Holy crap!!! Lockhart comes off like a giant douche with this.  That is now the dumbest thing I've heard all month, even exceeding Duh-Duh-Duh-Dudley's iPad statement.

Rogerwilco's picture

He is right, there can be no '70s style inflationary spiral because unemployment is too high to allow general wage increases. Companies pay overtime rather than hire new workers or give anything but token raises.

A cynical person might see the situation as social conditioning, a prelude for widespread serfdom. But not me, no sir, it's blue skies for me.

TruthInSunshine's picture

Larry Meyers wrote an op-ed in today's New York Times as to why inflation is not an issue, also.

And then, of course, Bernanke announced he will hold press conferences to address issues.

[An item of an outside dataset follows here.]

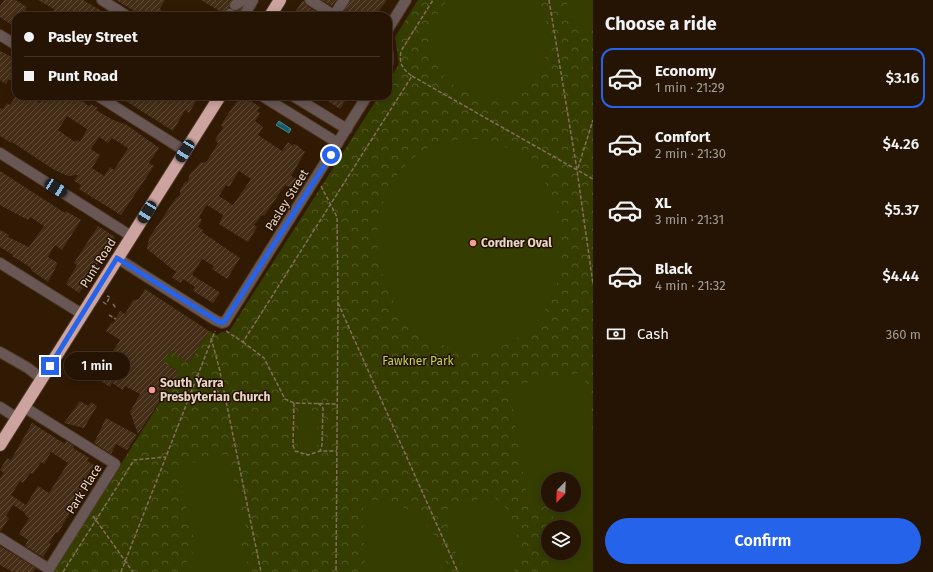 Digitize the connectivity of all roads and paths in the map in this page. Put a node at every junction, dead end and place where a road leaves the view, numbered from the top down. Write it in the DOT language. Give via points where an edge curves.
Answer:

What I see is a full court press by The Federal Reserve, to try and retake the initiative in the debate on inflation, and it will fail miserably. Regardless of what they say, every time they talk about it, or respond to questions about it, it only reinforces the notion that they're a cause or could be a cause of it.

Of course, anyone who has done serious research, as John Lohman has done with his 'billion price point' analysis, can prove inflation is close to 9% now, but the Fed keeps pounding the table on the flawed CPI.

At any rate, the Federal Reserve is obviously worried now and they're looking for ways to deflect or turn the debate. That tells me they've already lost the battle.

SheepDog-One's picture

Everythings coming up roses, recession over, total justification to keep QE3 estimates growing in order to keep stocks rising dont even suggest QE life support stops or interest rate rise above 0%. Just sit and take it, are you not entertained?

JoeSexPack's picture

Rising prices & expanded money supply added to GDP, as usual.

They should deduct the official inflation rate from the official GDP growth rate to get a net growth rate, but I've never seen it reported that way in the MSM.

Advertisers don't like it.

The .gov measures inflation & calls it growth.